Exercise details: From the data below, copy each line that includes the word "paths".

*** Data to use Section Begins ***

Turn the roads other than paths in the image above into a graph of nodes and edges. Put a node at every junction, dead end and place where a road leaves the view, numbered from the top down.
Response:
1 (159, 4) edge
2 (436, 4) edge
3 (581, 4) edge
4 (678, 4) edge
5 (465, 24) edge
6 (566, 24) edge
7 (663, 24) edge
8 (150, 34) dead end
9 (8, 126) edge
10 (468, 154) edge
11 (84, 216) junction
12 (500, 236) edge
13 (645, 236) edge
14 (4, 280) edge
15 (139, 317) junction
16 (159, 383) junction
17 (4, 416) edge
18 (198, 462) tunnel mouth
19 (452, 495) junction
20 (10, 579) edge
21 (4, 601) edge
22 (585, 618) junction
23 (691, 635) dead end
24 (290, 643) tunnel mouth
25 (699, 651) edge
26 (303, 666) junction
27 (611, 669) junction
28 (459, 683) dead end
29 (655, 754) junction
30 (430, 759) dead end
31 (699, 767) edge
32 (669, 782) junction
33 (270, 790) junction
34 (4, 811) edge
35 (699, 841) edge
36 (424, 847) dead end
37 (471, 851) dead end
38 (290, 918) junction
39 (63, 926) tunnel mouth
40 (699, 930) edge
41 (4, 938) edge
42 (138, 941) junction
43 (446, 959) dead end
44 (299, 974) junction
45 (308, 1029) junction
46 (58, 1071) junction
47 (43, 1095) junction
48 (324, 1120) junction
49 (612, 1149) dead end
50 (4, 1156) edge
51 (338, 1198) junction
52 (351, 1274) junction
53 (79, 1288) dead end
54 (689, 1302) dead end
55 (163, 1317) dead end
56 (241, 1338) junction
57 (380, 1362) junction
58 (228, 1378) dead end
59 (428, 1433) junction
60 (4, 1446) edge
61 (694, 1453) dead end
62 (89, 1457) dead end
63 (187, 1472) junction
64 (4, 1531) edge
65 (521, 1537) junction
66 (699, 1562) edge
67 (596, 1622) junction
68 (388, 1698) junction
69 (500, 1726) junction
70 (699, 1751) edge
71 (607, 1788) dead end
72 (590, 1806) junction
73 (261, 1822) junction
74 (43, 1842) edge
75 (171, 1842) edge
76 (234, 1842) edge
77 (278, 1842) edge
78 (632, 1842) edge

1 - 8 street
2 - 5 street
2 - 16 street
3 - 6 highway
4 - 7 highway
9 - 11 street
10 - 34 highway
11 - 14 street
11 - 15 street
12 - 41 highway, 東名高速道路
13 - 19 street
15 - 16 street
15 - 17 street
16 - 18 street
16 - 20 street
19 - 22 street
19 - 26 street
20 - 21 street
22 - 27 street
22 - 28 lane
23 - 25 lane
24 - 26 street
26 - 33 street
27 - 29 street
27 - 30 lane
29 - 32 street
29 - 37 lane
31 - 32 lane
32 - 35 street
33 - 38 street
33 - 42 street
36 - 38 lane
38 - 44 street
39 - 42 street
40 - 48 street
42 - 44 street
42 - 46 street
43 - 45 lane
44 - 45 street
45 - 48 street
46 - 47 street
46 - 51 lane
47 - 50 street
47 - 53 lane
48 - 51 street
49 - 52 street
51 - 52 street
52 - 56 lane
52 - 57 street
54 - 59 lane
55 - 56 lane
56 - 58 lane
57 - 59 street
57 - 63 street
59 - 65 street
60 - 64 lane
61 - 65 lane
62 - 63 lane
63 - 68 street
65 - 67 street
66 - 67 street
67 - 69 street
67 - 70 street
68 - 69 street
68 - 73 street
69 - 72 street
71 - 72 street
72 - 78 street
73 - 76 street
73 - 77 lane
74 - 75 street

*** Data to use Section Ends ***
*** Data to use Section Begins ***

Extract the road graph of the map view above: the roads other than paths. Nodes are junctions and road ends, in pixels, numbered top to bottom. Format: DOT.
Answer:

*** Data to use Section Ends ***

Problem solution:
Turn the roads other than paths in the image above into a graph of nodes and edges. Put a node at every junction, dead end and place where a road leaves the view, numbered from the top down.
Extract the road graph of the map view above: the roads other than paths. Nodes are junctions and road ends, in pixels, numbered top to bottom. Format: DOT.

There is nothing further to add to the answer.